● **TASK REQUIREMENTS**:
Could you return every record below word for word, leaving out the pictures?

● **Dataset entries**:
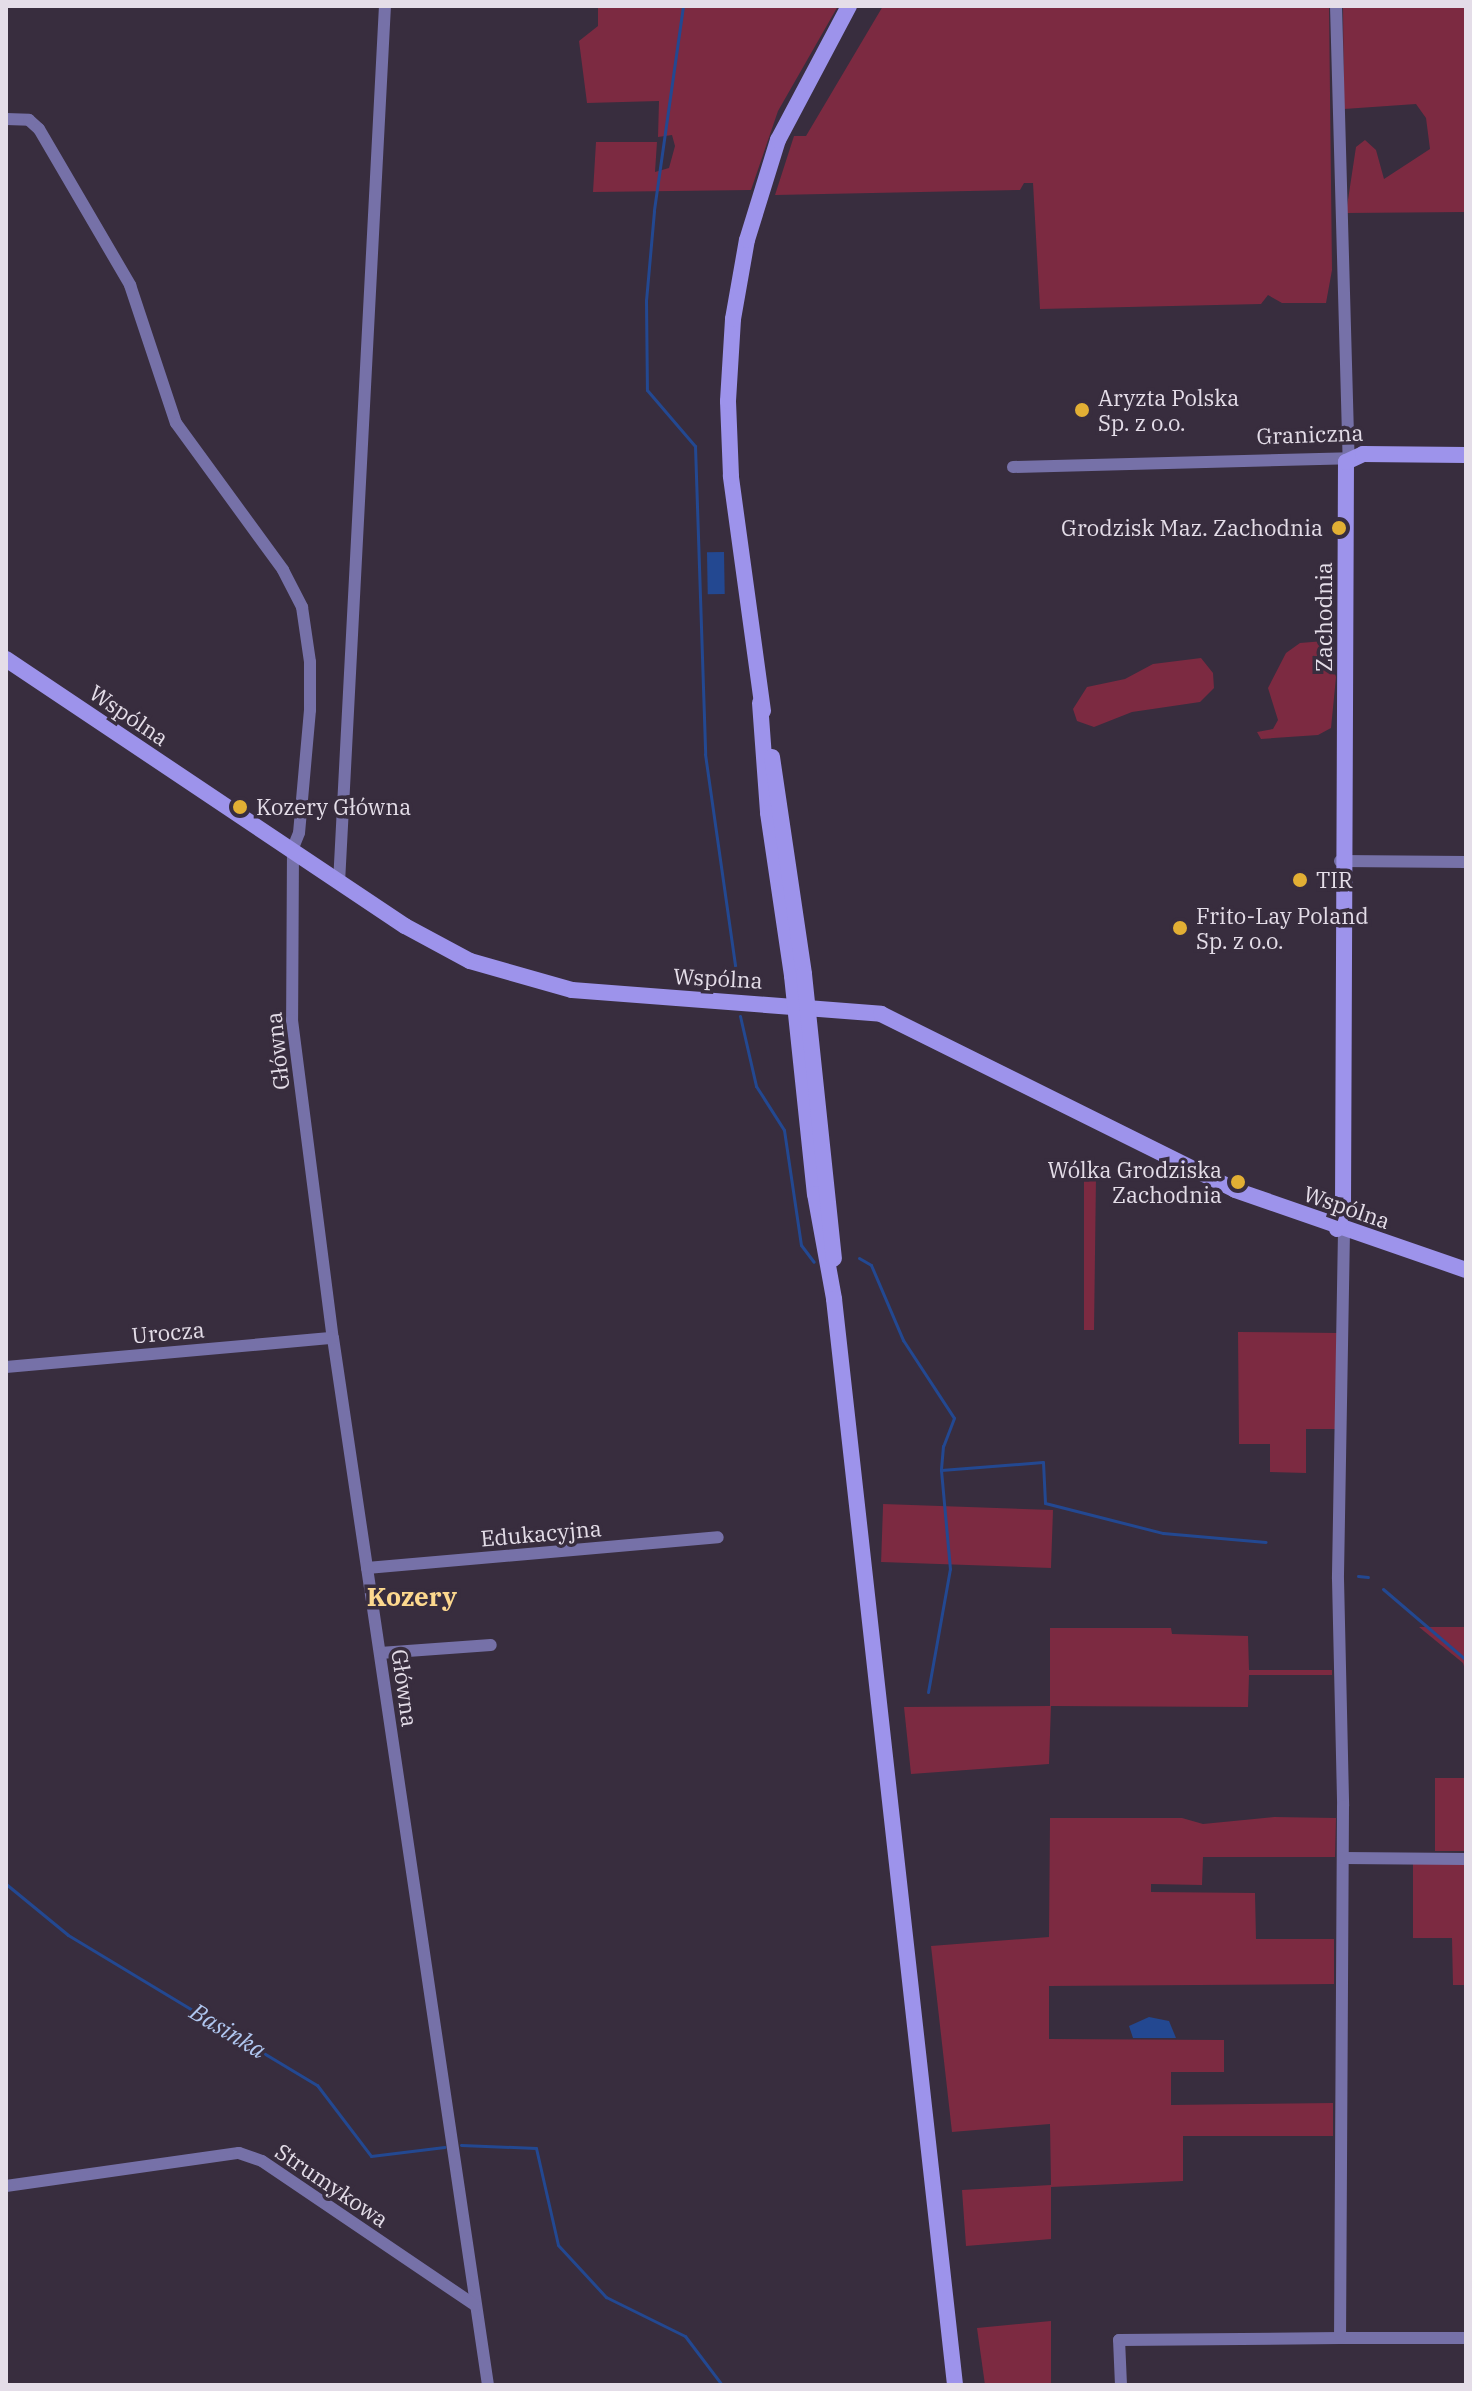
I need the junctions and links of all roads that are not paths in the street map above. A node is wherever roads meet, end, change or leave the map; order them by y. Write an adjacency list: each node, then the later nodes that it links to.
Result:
1 (385, 6): 12 (street)
2 (849, 6): 13 (street)
3 (1336, 6): 6 (street, Zachodnia)
4 (6, 119): 9 (street, Główna)
5 (1466, 455): 6 (street, Graniczna)
6 (1349, 458): 7 (street, Graniczna); 10 (street, Zachodnia)
7 (1013, 467)
8 (6, 659): 9 (street, Wspólna)
9 (293, 852): 12 (street, Wspólna); 16 (street, Główna)
10 (1340, 861): 11 (street); 14 (street, Zachodnia)
11 (1466, 862)
12 (339, 883): 13 (street, Wspólna)
13 (800, 1005): 14 (street, Wspólna); 29 (street)
14 (1340, 1230): 15 (street, Wspólna); 22 (street)
15 (1466, 1270)
16 (333, 1338): 17 (street, Urocza); 19 (street, Główna)
17 (6, 1367)
18 (718, 1537): 19 (street, Edukacyjna)
19 (367, 1568): 21 (street, Główna)
20 (491, 1645): 21 (street)
21 (380, 1653): 25 (street, Główna)
22 (1343, 1858): 23 (street); 26 (street)
23 (1466, 1859)
24 (6, 2186): 25 (street, Strumykowa)
25 (476, 2306): 28 (street, Główna)
26 (1340, 2338): 27 (street); 30 (street)
27 (1466, 2338)
28 (488, 2385)
29 (955, 2385)
30 (1121, 2385)

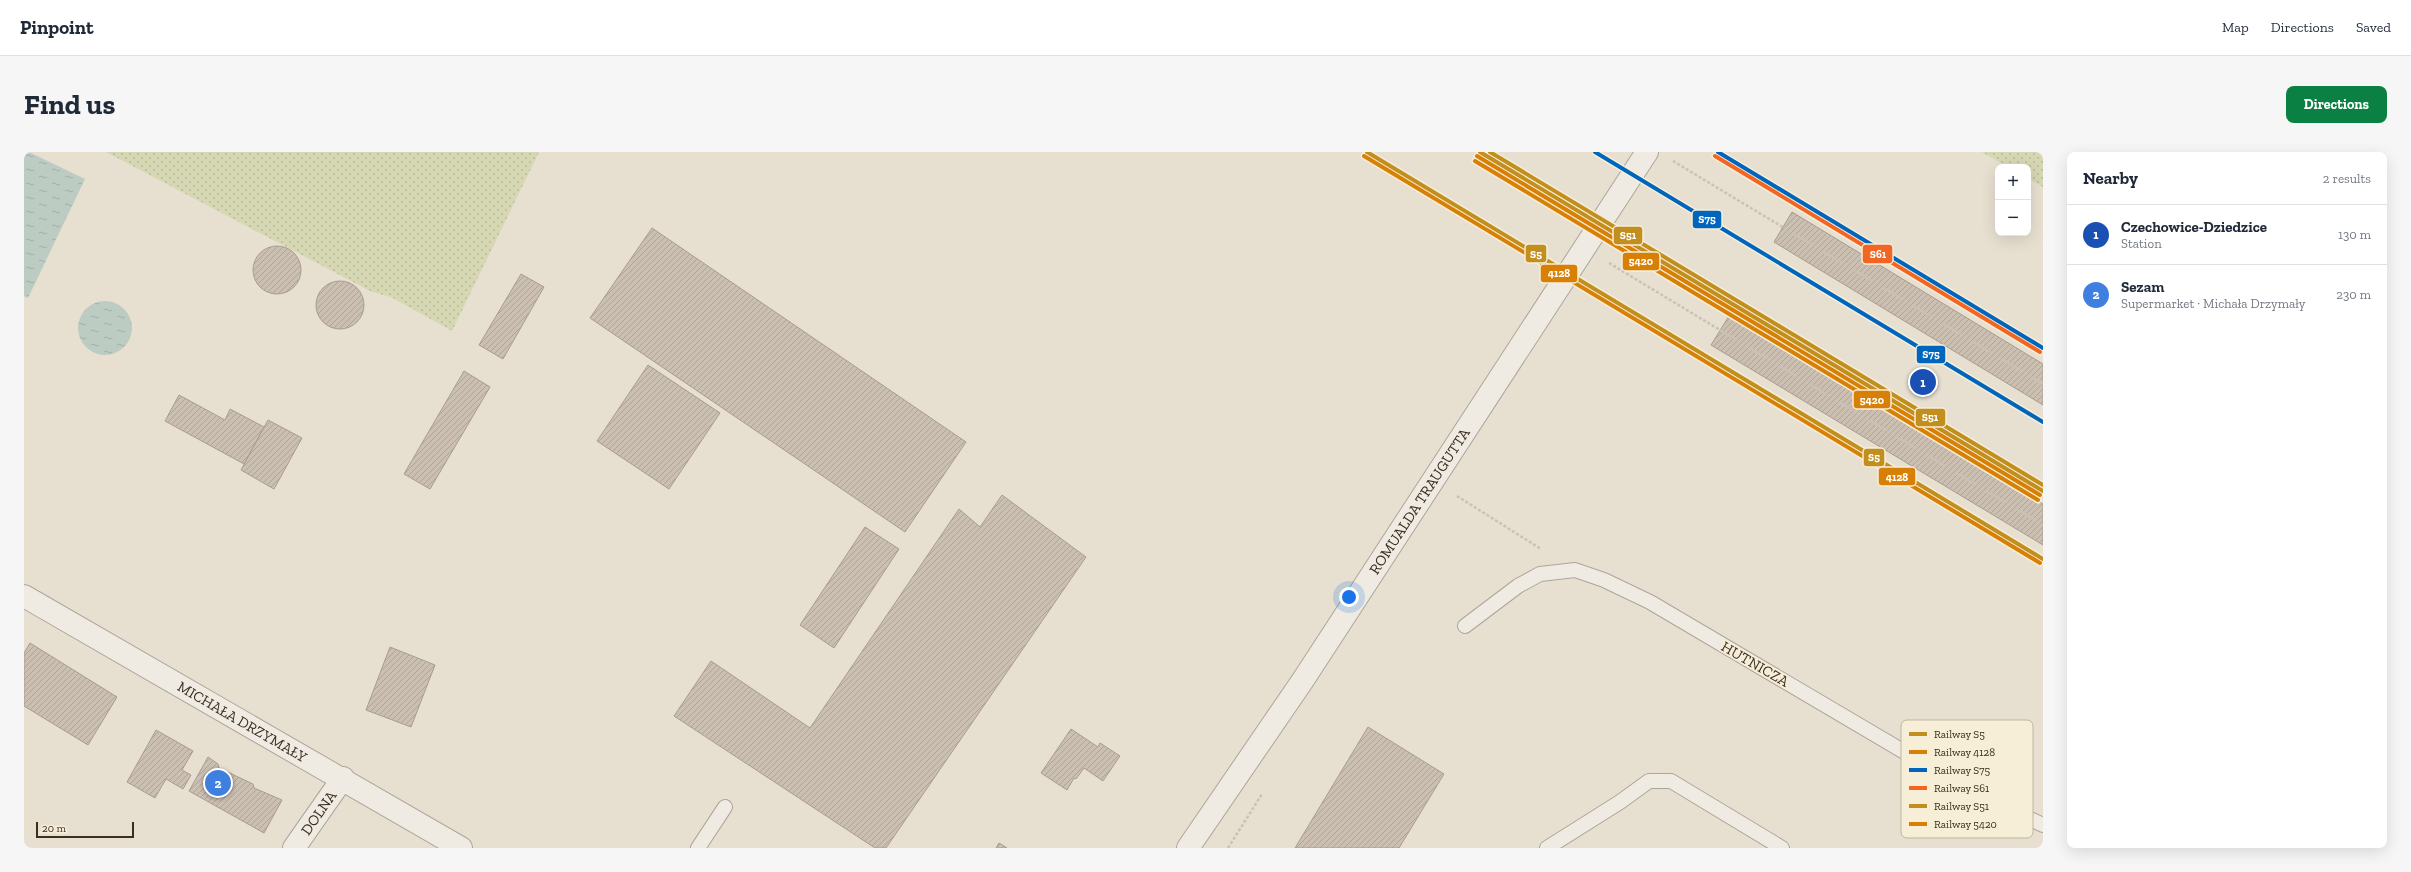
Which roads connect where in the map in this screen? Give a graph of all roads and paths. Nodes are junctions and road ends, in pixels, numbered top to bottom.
1 (1647, 152) edge
2 (1672, 161) dead end
3 (1607, 262) dead end
4 (2043, 384) edge
5 (1455, 495) dead end
6 (2043, 525) edge
7 (1575, 570) junction
8 (24, 596) edge
9 (1465, 626) dead end
10 (1901, 750) edge
11 (343, 778) junction
12 (725, 807) dead end
13 (2033, 820) edge
14 (2043, 825) edge
15 (294, 848) edge
16 (461, 848) edge
17 (698, 848) edge
18 (1188, 848) edge
19 (1547, 848) edge
20 (1782, 848) edge

1 - 18 street, ROMUALDA TRAUGUTTA
2 - 4 path
3 - 6 path
5 - 7 path
7 - 9 lane, HUTNICZA
7 - 10 lane, HUTNICZA
8 - 11 street, MICHAŁA DRZYMAŁY
11 - 15 street, DOLNA
11 - 16 street, MICHAŁA DRZYMAŁY
12 - 17 lane
13 - 14 lane, HUTNICZA
19 - 20 lane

● **OUTPUT FOR THIS TASK**:
I need the junctions and links of all roads that are not paths in the street map above. A node is wherever roads meet, end, change or leave the map; order them by y. Write an adjacency list: each node, then the later nodes that it links to.
Result:
1 (385, 6): 12 (street)
2 (849, 6): 13 (street)
3 (1336, 6): 6 (street, Zachodnia)
4 (6, 119): 9 (street, Główna)
5 (1466, 455): 6 (street, Graniczna)
6 (1349, 458): 7 (street, Graniczna); 10 (street, Zachodnia)
7 (1013, 467)
8 (6, 659): 9 (street, Wspólna)
9 (293, 852): 12 (street, Wspólna); 16 (street, Główna)
10 (1340, 861): 11 (street); 14 (street, Zachodnia)
11 (1466, 862)
12 (339, 883): 13 (street, Wspólna)
13 (800, 1005): 14 (street, Wspólna); 29 (street)
14 (1340, 1230): 15 (street, Wspólna); 22 (street)
15 (1466, 1270)
16 (333, 1338): 17 (street, Urocza); 19 (street, Główna)
17 (6, 1367)
18 (718, 1537): 19 (street, Edukacyjna)
19 (367, 1568): 21 (street, Główna)
20 (491, 1645): 21 (street)
21 (380, 1653): 25 (street, Główna)
22 (1343, 1858): 23 (street); 26 (street)
23 (1466, 1859)
24 (6, 2186): 25 (street, Strumykowa)
25 (476, 2306): 28 (street, Główna)
26 (1340, 2338): 27 (street); 30 (street)
27 (1466, 2338)
28 (488, 2385)
29 (955, 2385)
30 (1121, 2385)

Which roads connect where in the map in this screen? Give a graph of all roads and paths. Nodes are junctions and road ends, in pixels, numbered top to bottom.
1 (1647, 152) edge
2 (1672, 161) dead end
3 (1607, 262) dead end
4 (2043, 384) edge
5 (1455, 495) dead end
6 (2043, 525) edge
7 (1575, 570) junction
8 (24, 596) edge
9 (1465, 626) dead end
10 (1901, 750) edge
11 (343, 778) junction
12 (725, 807) dead end
13 (2033, 820) edge
14 (2043, 825) edge
15 (294, 848) edge
16 (461, 848) edge
17 (698, 848) edge
18 (1188, 848) edge
19 (1547, 848) edge
20 (1782, 848) edge

1 - 18 street, ROMUALDA TRAUGUTTA
2 - 4 path
3 - 6 path
5 - 7 path
7 - 9 lane, HUTNICZA
7 - 10 lane, HUTNICZA
8 - 11 street, MICHAŁA DRZYMAŁY
11 - 15 street, DOLNA
11 - 16 street, MICHAŁA DRZYMAŁY
12 - 17 lane
13 - 14 lane, HUTNICZA
19 - 20 lane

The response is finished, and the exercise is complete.